Saturday, October 17, 2009

leftovers

Once the fall/winter hits, I like to make a lot of soup. And I've learned that the best soup is soup made from homemade stock/broth. So I end up making homemade chicken stock probably every other weekend or sometimes more often. It's a really enjoyable process for me. So super simple, super cheap, and I get about 12~16 C of stock out of one chicken, and a whole poached chicken to use in anything and everything. Problem is last time I made it I ended up with a ton of chicken meat that I ended up throwing away because I forgot to use it. So this week I was determined to make good use of my chicken. Tonight, we had one of our favorites, black bean pie, but I changed things up a bit. I made the portions smaller and made 2 small ones instead of 1 big one (my theory is if there's a whole one left over, I won't want to cut into it, but if there's half of a big one left over, I'll be more tempted to get seconds) so we could have a good lunch when we get home from church tomorrow. And of course, this time I added chicken. And honestly, I only used 1 shredded chicken breast for the whole meal and I felt like there was plenty. Might have something to do with all of the black beans in the dish, but I didn't feel like it was missing any meaty-ness. So give this a try at home. Our whole family loved it! And, like I said, I have a whole one waiting for me to eat it when I get home from church tomorrow:)

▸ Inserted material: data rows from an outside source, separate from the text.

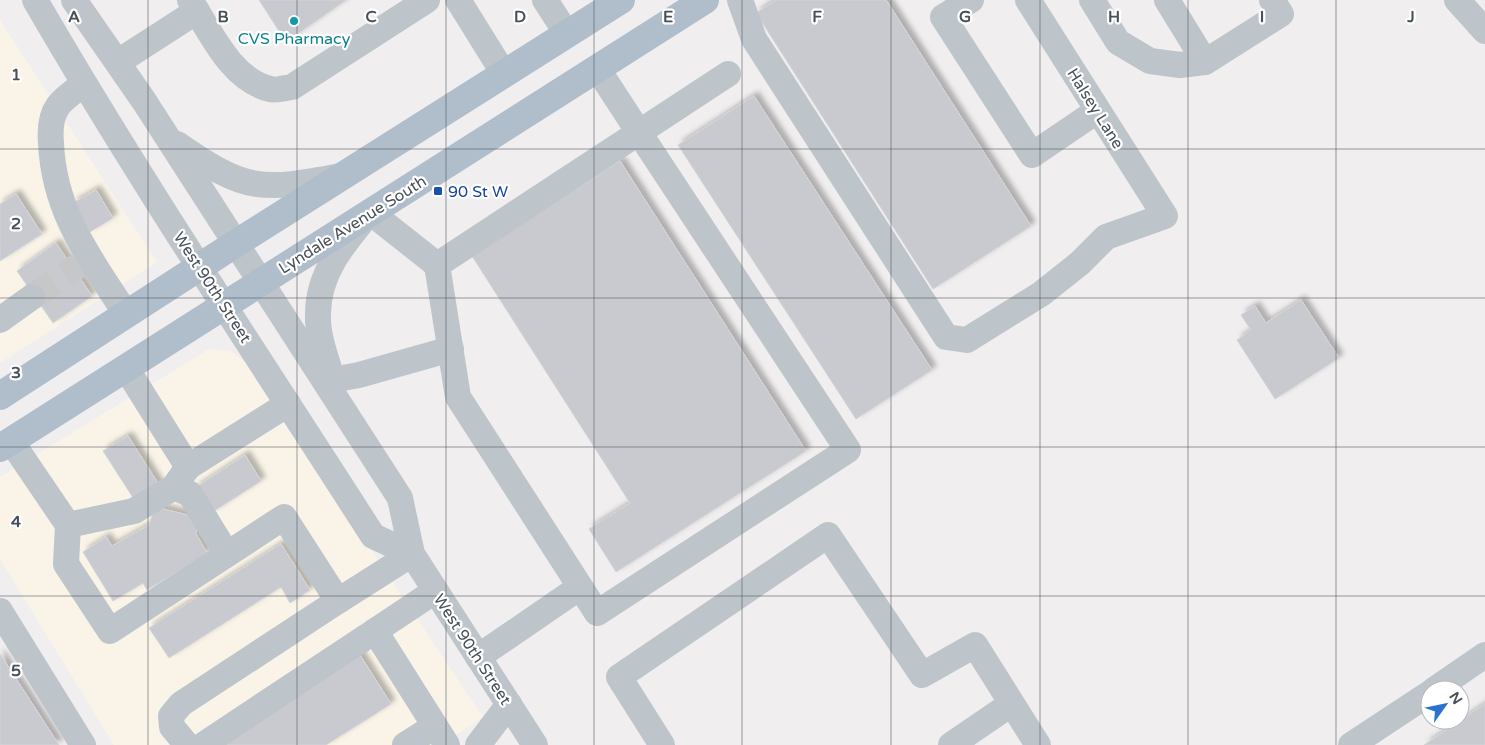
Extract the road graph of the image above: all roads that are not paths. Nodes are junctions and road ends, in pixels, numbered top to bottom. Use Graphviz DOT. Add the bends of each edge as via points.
graph roads {
  1 [pos="35,0"];
  2 [pos="74,0"];
  3 [pos="426,0"];
  4 [pos="458,0"];
  5 [pos="545,0"];
  6 [pos="622,0"];
  7 [pos="706,0"];
  8 [pos="740,0"];
  9 [pos="971,0"];
  10 [pos="1028,0"];
  11 [pos="1092,0"];
  12 [pos="1167,0"];
  13 [pos="1272,0"];
  14 [pos="1457,0"];
  15 [pos="193,5"];
  16 [pos="937,8"];
  17 [pos="1485,31"];
  18 [pos="567,34"];
  19 [pos="118,62"];
  20 [pos="1205,62"];
  21 [pos="597,68"];
  22 [pos="504,74"];
  23 [pos="728,74"];
  24 [pos="84,84"];
  25 [pos="1098,111"];
  26 [pos="638,130"];
  27 [pos="168,138"];
  28 [pos="345,175"];
  29 [pos="370,212"];
  30 [pos="235,244"];
  31 [pos="437,265"];
  32 [pos="199,267"];
  33 [pos="260,282"];
  34 [pos="32,297"];
  35 [pos="225,305"];
  36 [pos="126,314"];
  37 [pos="0,320"];
  38 [pos="451,349"];
  39 [pos="126,368"];
  40 [pos="336,391"];
  41 [pos="0,396"];
  42 [pos="288,404"];
  43 [pos="6,445"];
  44 [pos="181,477"];
  45 [pos="68,525"];
  46 [pos="227,554"];
  47 [pos="412,554"];
  48 [pos="580,587"];
  49 [pos="436,591"];
  50 [pos="338,601"];
  51 [pos="0,611"];
  52 [pos="374,631"];
  53 [pos="1485,656"];
  54 [pos="478,657"];
  55 [pos="1449,680"];
  56 [pos="1420,700"];
  57 [pos="509,704"];
  58 [pos="1011,704"];
  59 [pos="441,736"];
  60 [pos="83,745"];
  61 [pos="188,745"];
  62 [pos="203,745"];
  63 [pos="405,745"];
  64 [pos="478,745"];
  65 [pos="535,745"];
  66 [pos="662,745"];
  67 [pos="951,745"];
  68 [pos="1038,745"];
  69 [pos="1351,745"];
  1 -- 24 [label="street, West 90th Street"];
  2 -- 19 [label="street, West 90th Street"];
  3 -- 15 [label="street" via="292,86 272,90 250,83 234,68"];
  4 -- 22 [label="street"];
  5 -- 18 [label="street"];
  6 -- 18 [label="main road"];
  7 -- 21 [label="main road, Lyndale Avenue South"];
  8 -- 25 [label="street, Halsey Lane" via="754,39 946,337 966,340 1041,294 1106,237 1165,216"];
  9 -- 16 [label="street"];
  10 -- 25 [label="street, Halsey Lane"];
  11 -- 20 [label="street" via="1118,42 1150,61 1180,65"];
  12 -- 20 [label="street"];
  13 -- 20 [label="street" via="1281,14"];
  14 -- 17 [label="street"];
  15 -- 19 [label="street"];
  16 -- 25 [label="street" via="1032,155"];
  18 -- 22 [label="main road"];
  19 -- 27 [label="street, West 90th Street"];
  21 -- 26 [label="street"];
  21 -- 29 [label="main road, Lyndale Avenue South"];
  22 -- 28 [label="main road"];
  23 -- 26 [label="street"];
  24 -- 32 [label="street, West 90th Street"];
  24 -- 36 [label="street" via="57,107 50,127 52,161 60,202 84,261"];
  26 -- 31 [label="street"];
  26 -- 48 [label="street" via="848,450 597,613"];
  27 -- 28 [label="street" via="213,169 254,185 295,185"];
  27 -- 30 [label="street, West 90th Street"];
  28 -- 30 [label="main road"];
  29 -- 31 [label="street"];
  29 -- 33 [label="main road, Lyndale Avenue South"];
  29 -- 40 [label="street" via="344,243 329,268 320,293 317,315"];
  30 -- 32 [label="main road"];
  30 -- 33 [label="street, West 90th Street"];
  31 -- 38 [label="street"];
  32 -- 35 [label="street, West 90th Street"];
  32 -- 36 [label="main road"];
  33 -- 35 [label="main road, Lyndale Avenue South"];
  33 -- 40 [label="street, West 90th Street"];
  34 -- 37 [label="street"];
  35 -- 39 [label="main road, Lyndale Avenue South"];
  35 -- 42 [label="street, West 90th Street"];
  36 -- 41 [label="main road"];
  38 -- 40 [label="street" via="359,375"];
  38 -- 48 [label="street" via="458,397"];
  39 -- 43 [label="main road, Lyndale Avenue South"];
  39 -- 44 [label="street"];
  40 -- 47 [label="street, West 90th Street" via="400,498"];
  42 -- 44 [label="street"];
  42 -- 47 [label="street, West 90th Street" via="373,536"];
  43 -- 45 [label="street"];
  44 -- 45 [label="street" via="134,511"];
  44 -- 46 [label="street"];
  45 -- 46 [label="street" via="66,564 110,631"];
  46 -- 50 [label="street" via="284,517"];
  47 -- 49 [label="street, West 90th Street"];
  47 -- 50 [label="street"];
  48 -- 54 [label="street"];
  49 -- 52 [label="street"];
  49 -- 54 [label="street, West 90th Street"];
  50 -- 61 [label="street" via="181,704 170,716 172,727"];
  51 -- 60 [label="street"];
  52 -- 59 [label="street"];
  52 -- 62 [label="street"];
  53 -- 55 [label="street"];
  54 -- 57 [label="street, West 90th Street"];
  56 -- 69 [label="street"];
  57 -- 64 [label="street"];
  57 -- 65 [label="street, West 90th Street"];
  58 -- 66 [label="street" via="975,645 922,675 828,535 619,676"];
  58 -- 67 [label="street"];
  58 -- 68 [label="street"];
  59 -- 63 [label="street"];
}
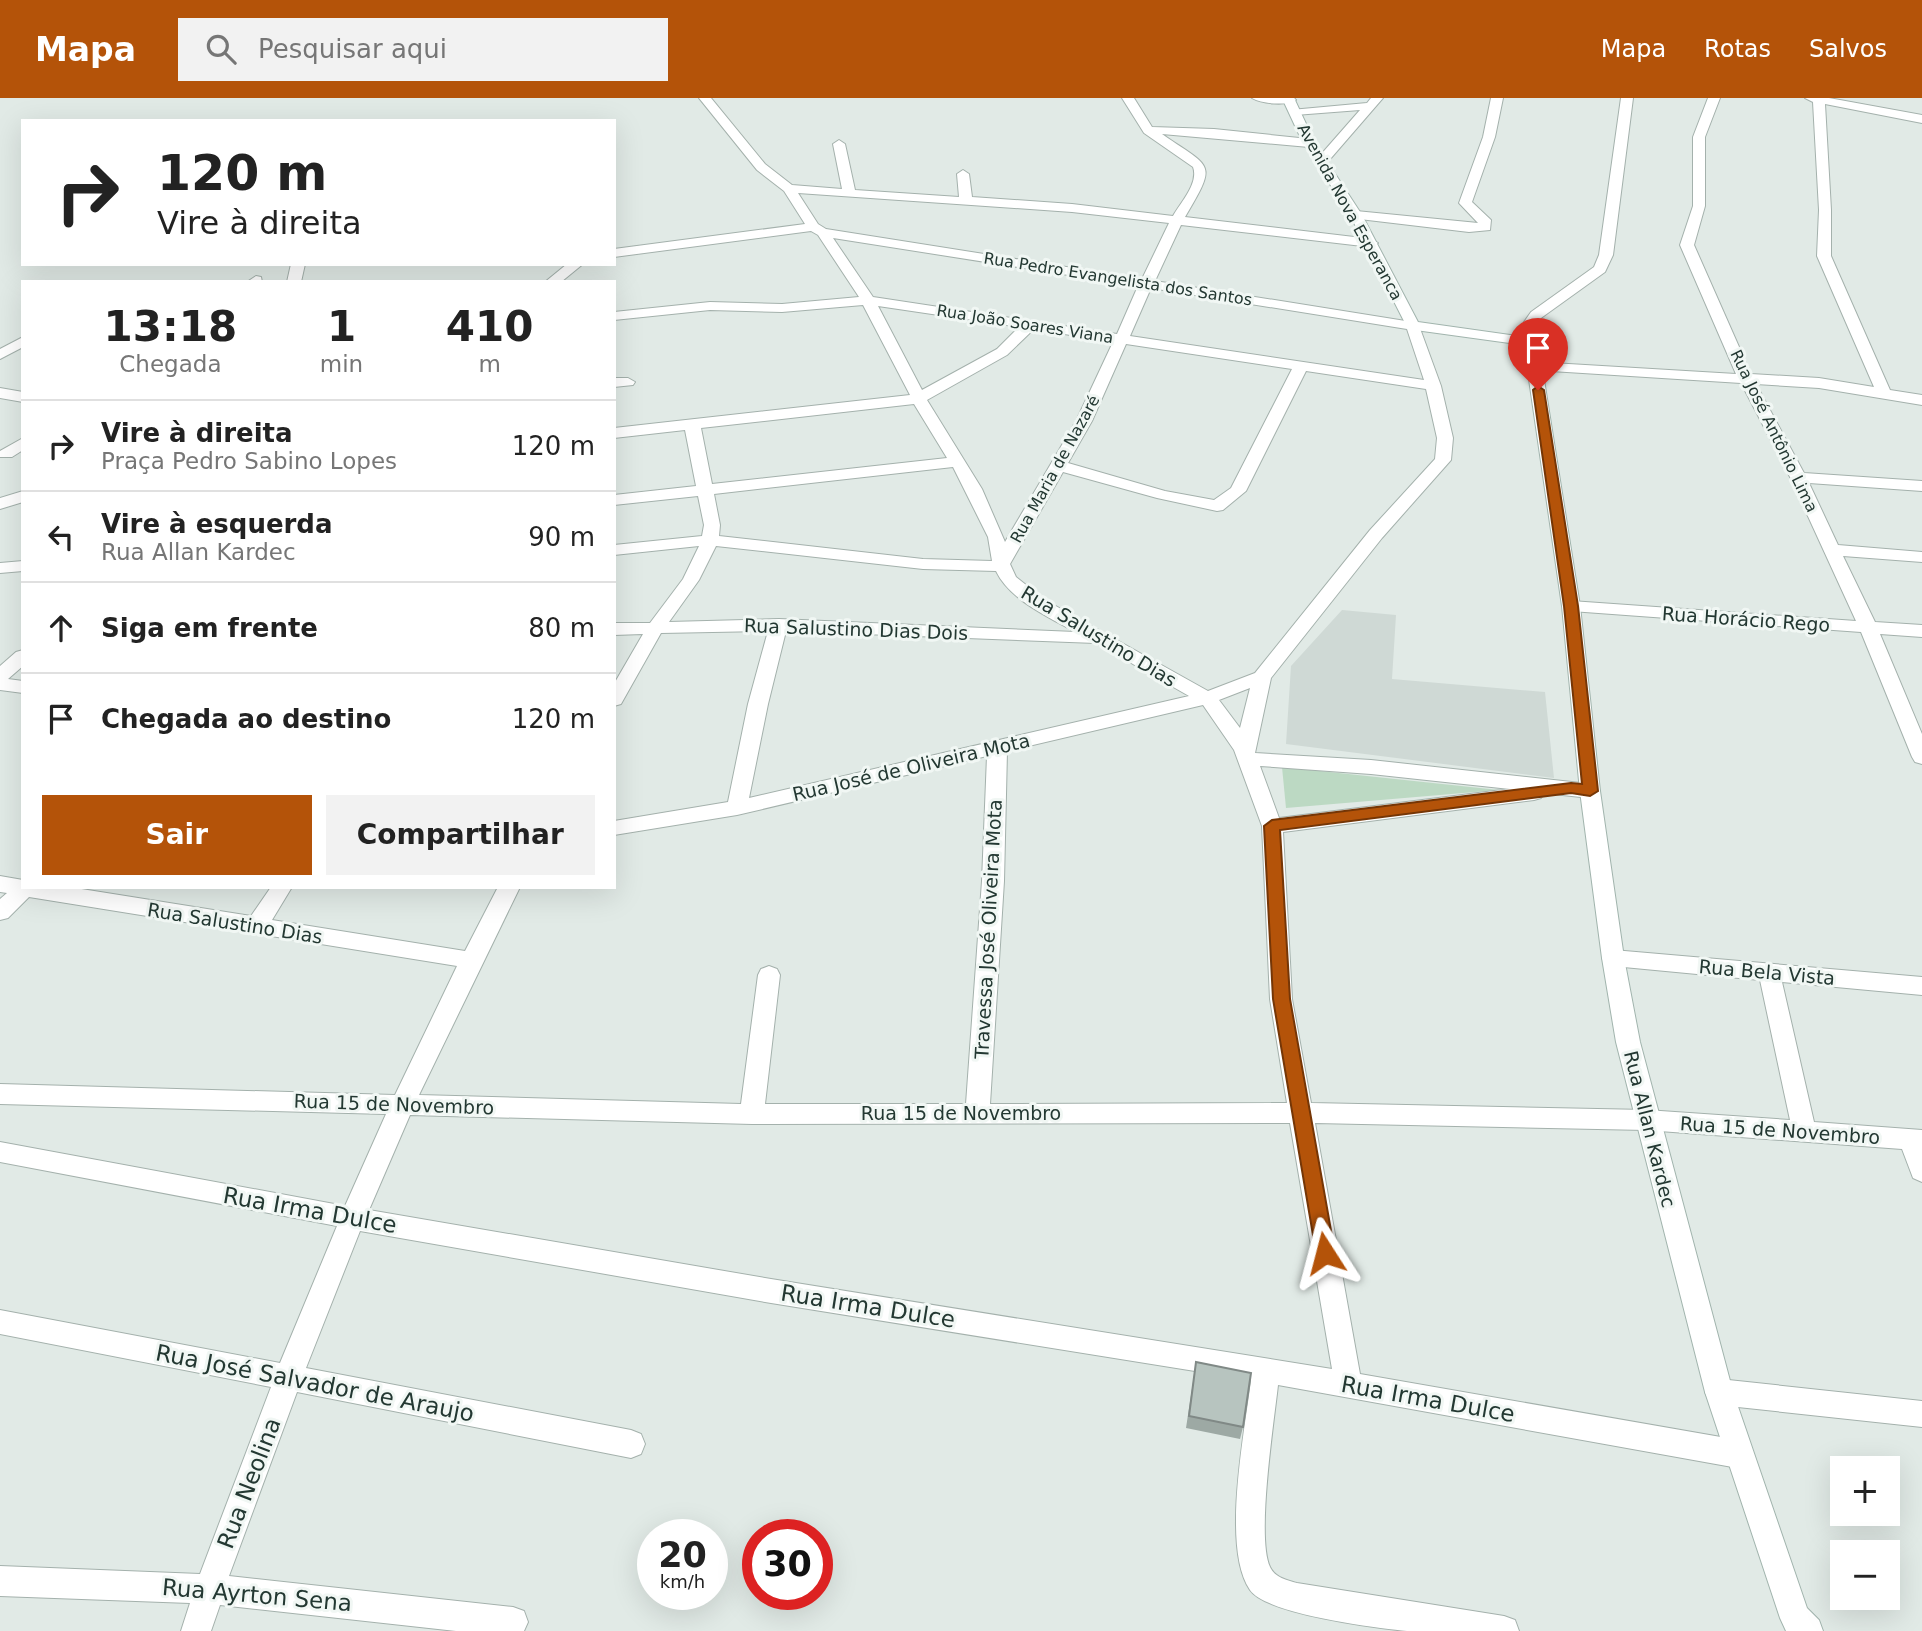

*of course, if you don't have small baking dishes like these, make one large one in a 9-inch spring form pan. You'll need flour tortillas, though, since you'll never find corn tortillas big enough.

Black Bean and Chicken Pie
makes 2 2-person servings (2 for dinner tonight, and 2 for your lunch tomorrow)

2 cans black beans, drained and rinsed
1 can corn, drained, or 1 10 oz package frozen corn
8 corn tortillas, trimmed to the size of the baking dish
2 C cheddar cheese
4 scallions, sliced thin
1 onions, coarsely chopped
bunch of cilantro, chopped
1 poached chicken breast, shredded (you could use a rotisserie chicken, of course)
2 t cumin
1 t chili powder
canola oil
salt and pepper to taste
1/4 C ~ 1/2 C chicken stock
  1. Preheat oven to 400°F.
  2. In a deep skillet, cook onions, cumin, chili powder, and salt and pepper to taste in 1 T oil. Cook, stirring often, until soft. Add black beans and stock and simmer for about 5 minutes. Add chicken and corn and heat through. Set aside.
  3. Place one tortilla on the bottom of each baking dish, and place about 1/4 C ~ 1/3 C of the black bean mixture on top and smooth out. Sprinkle with 1/2 T scallions, as much or as little cilantro as you like, and about 3 T of cheese. Place another tortilla on top, and repeat until all 4 tortillas are layered in each dish. I topped mine with the tortilla trimmings, just for fun.
  4. Bake in the oven for 10~15 minutes, or until cheese is bubbly and browned. Sprinkle with extra scallions and cilantro before serving.
Serve with salsa, sour cream (or greek yogurt), and/or avocados

1 comment:

Liz said...

You may not even do this blog anymore. Just wanted you to know we really like this recipe. It made 2 9" pies for us.